**Stored records**.
****************************************
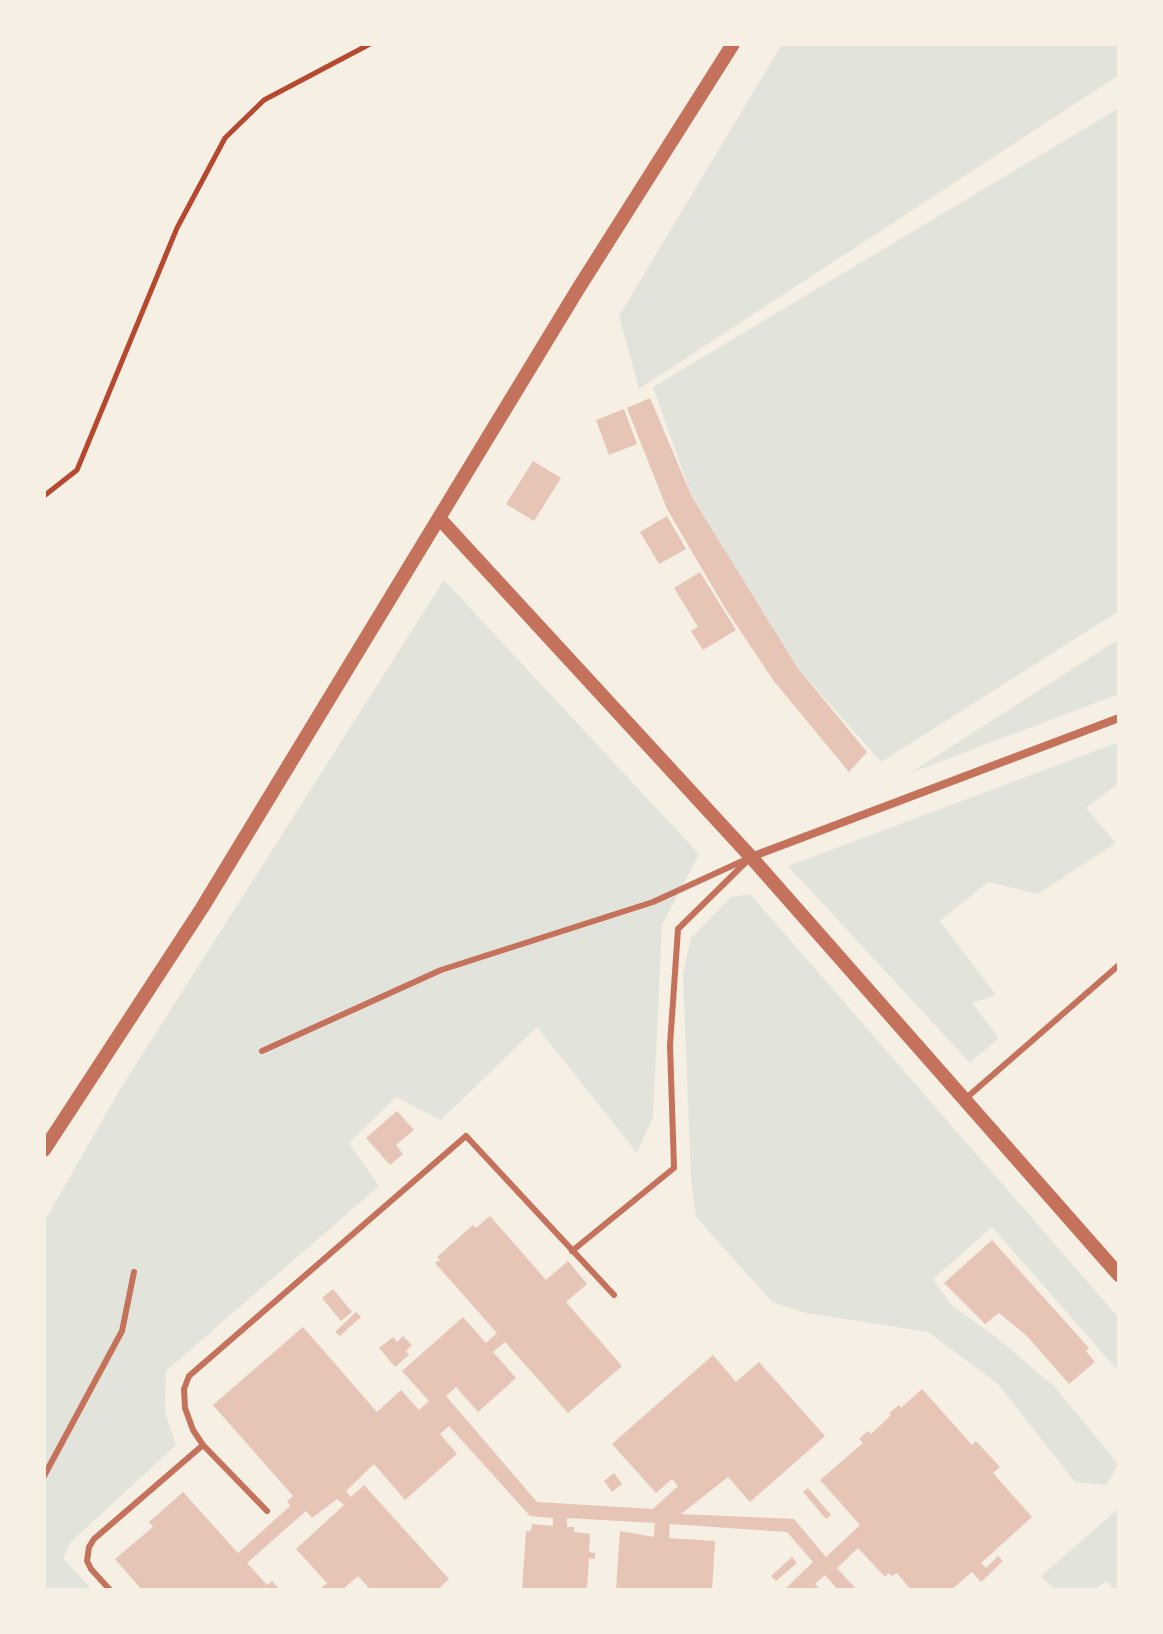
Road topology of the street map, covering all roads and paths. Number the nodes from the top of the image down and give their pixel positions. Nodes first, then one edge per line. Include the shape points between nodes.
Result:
1 (370, 44) edge
2 (733, 44) edge
3 (44, 496) edge
4 (439, 518) junction
5 (1119, 718) edge
6 (751, 857) junction
7 (1119, 965) edge
8 (262, 1051) dead end
9 (964, 1100) junction
10 (44, 1150) edge
11 (572, 1251) junction
12 (134, 1272) dead end
13 (1119, 1275) edge
14 (614, 1295) dead end
15 (203, 1445) junction
16 (44, 1476) edge
17 (267, 1511) dead end
18 (110, 1590) edge

1 - 3 path via 264,100 225,138 177,228 77,470
2 - 4 street
4 - 6 street
4 - 10 street via 202,908
5 - 6 street
6 - 8 lane via 653,902 441,970
6 - 9 street
6 - 11 lane via 678,929 670,1045 674,1168
7 - 9 lane
9 - 13 street
11 - 14 lane
11 - 15 lane via 466,1136 189,1376 185,1408
12 - 16 lane via 122,1331
15 - 17 lane
15 - 18 lane via 94,1539 87,1561

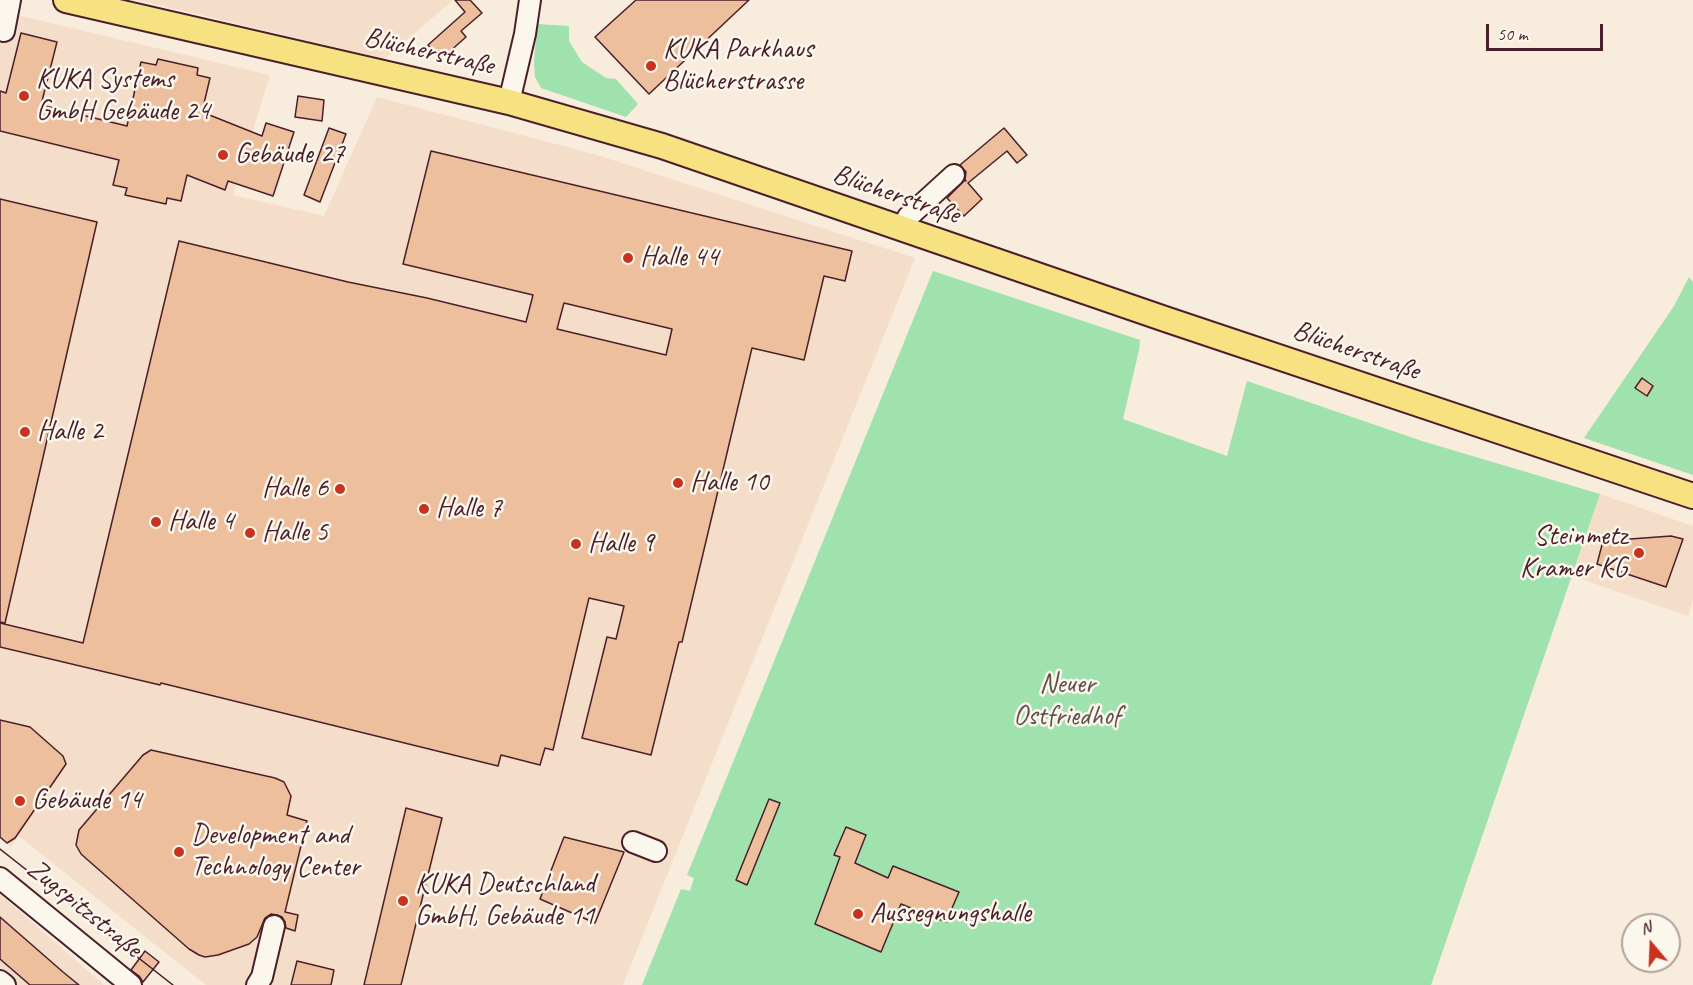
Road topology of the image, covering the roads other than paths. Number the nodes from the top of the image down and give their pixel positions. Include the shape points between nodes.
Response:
1 (10, 0) edge
2 (66, 0) edge
3 (530, 0) edge
4 (131, 7) edge
5 (0, 30) edge
6 (509, 102) junction
7 (954, 175) dead end
8 (903, 228) junction
9 (1693, 496) edge
10 (633, 842) dead end
11 (656, 851) dead end
12 (0, 878) edge
13 (274, 926) dead end
14 (0, 981) edge
15 (5, 985) edge
16 (131, 985) edge
17 (257, 985) edge

1 - 5 street via 4,31
2 - 4 main road, Blücherstraße
3 - 6 street
4 - 6 main road, Blücherstraße
6 - 8 main road, Blücherstraße via 663,146
7 - 8 street via 908,217
8 - 9 main road, Blücherstraße
10 - 11 street
12 - 16 street, Zugspitzstraße
13 - 17 street
14 - 15 street

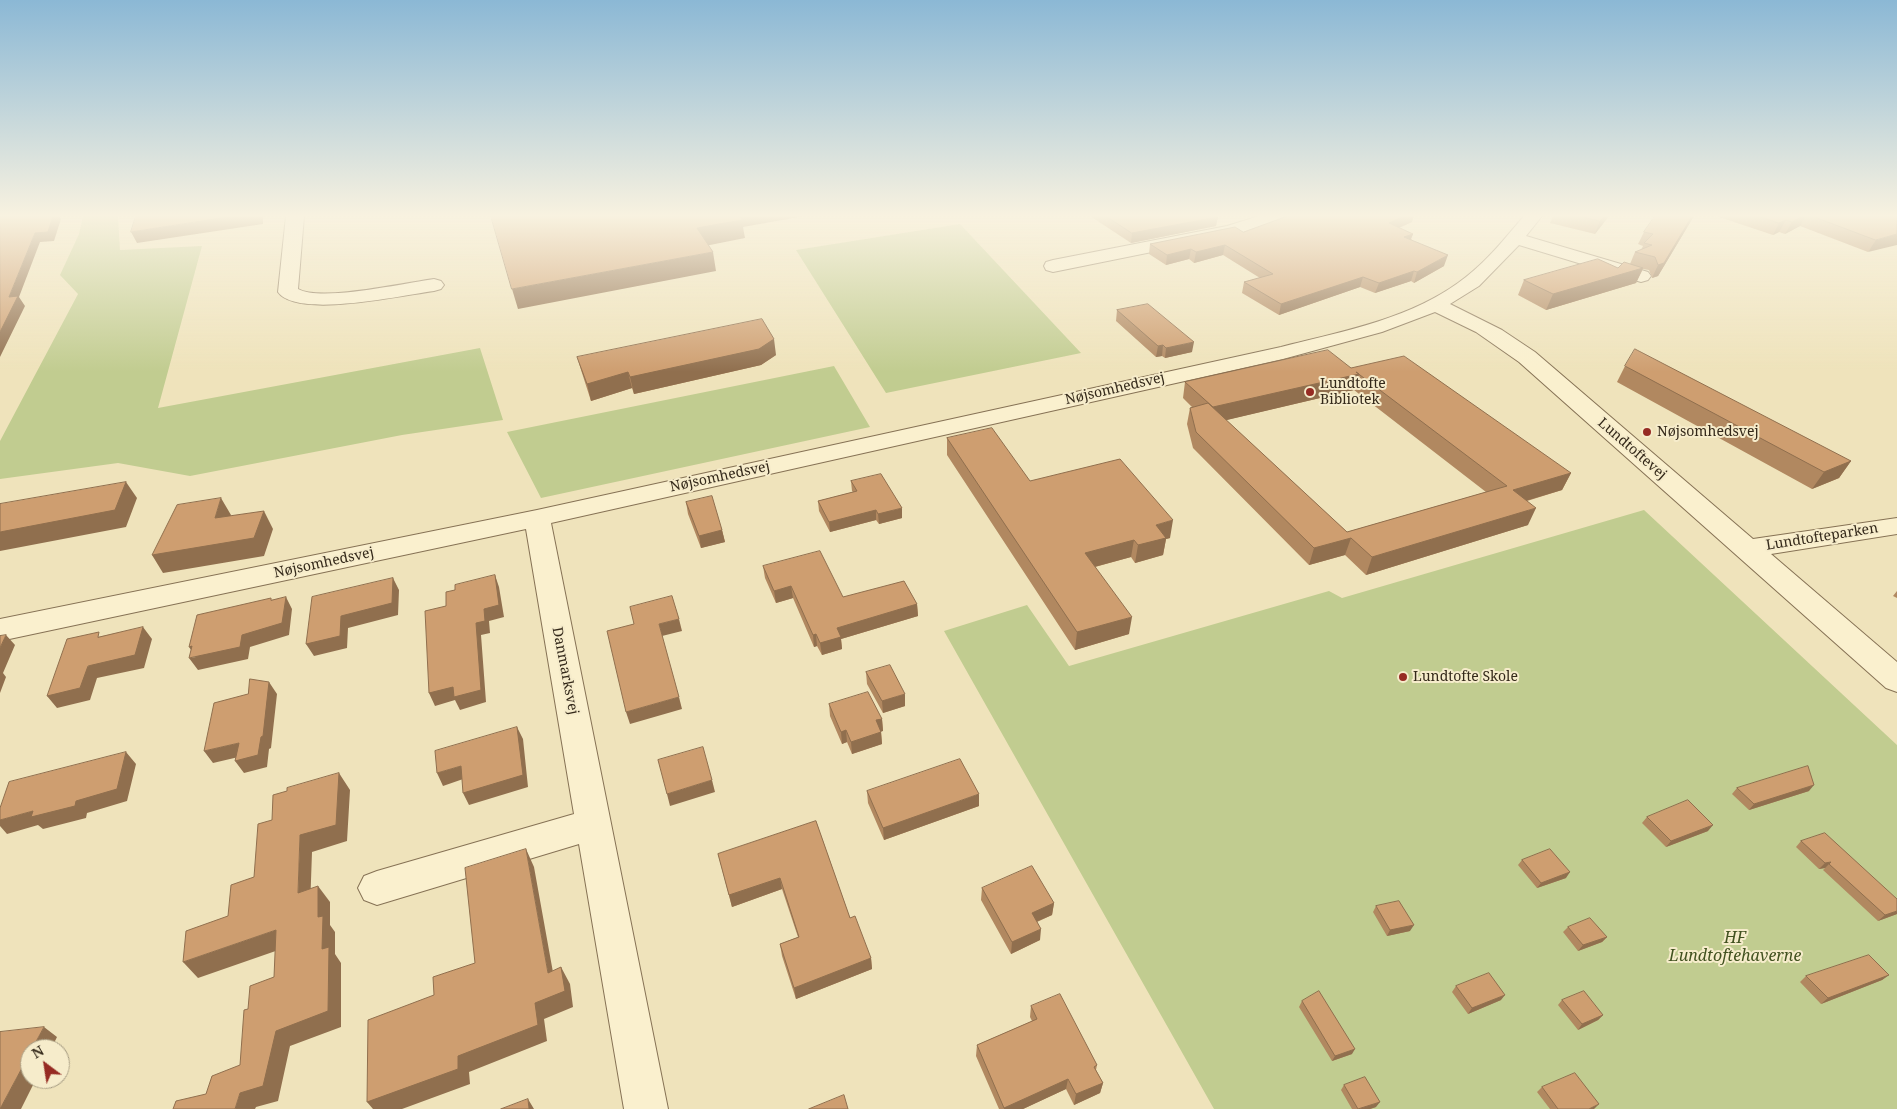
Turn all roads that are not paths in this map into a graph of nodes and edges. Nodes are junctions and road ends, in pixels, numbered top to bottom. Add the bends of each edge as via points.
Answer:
1 (290, 268) edge
2 (1486, 268) edge
3 (1613, 268) edge
4 (1641, 276) edge
5 (434, 285) dead end
6 (1435, 305) junction
7 (537, 518) junction
8 (1897, 526) edge
9 (1747, 549) junction
10 (0, 630) edge
11 (1897, 680) edge
12 (593, 824) junction
13 (376, 888) dead end
14 (646, 1109) edge

1 - 5 street via 288,292 301,299 325,300
2 - 6 street via 1462,289
3 - 4 street
6 - 7 street, Nøjsomhedsvej via 1377,327 1283,353
6 - 9 street, Lundtoftevej via 1506,341 1527,357
7 - 10 street, Nøjsomhedsvej
7 - 12 street, Danmarksvej
8 - 9 street, Lundtofteparken
9 - 11 street, Lundtoftevej
12 - 13 street
12 - 14 street, Danmarksvej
****************************************
**EXERCISE DETAILS**. Return all lines above that mention the word "between".

**OUTPUT OF THE EXERCISE**.
Road topology of the street map, covering all roads and paths. Number the nodes from the top of the image down and give their pixel positions. Nodes first, then one edge per line. Include the shape points between nodes.
Road topology of the image, covering the roads other than paths. Number the nodes from the top of the image down and give their pixel positions. Include the shape points between nodes.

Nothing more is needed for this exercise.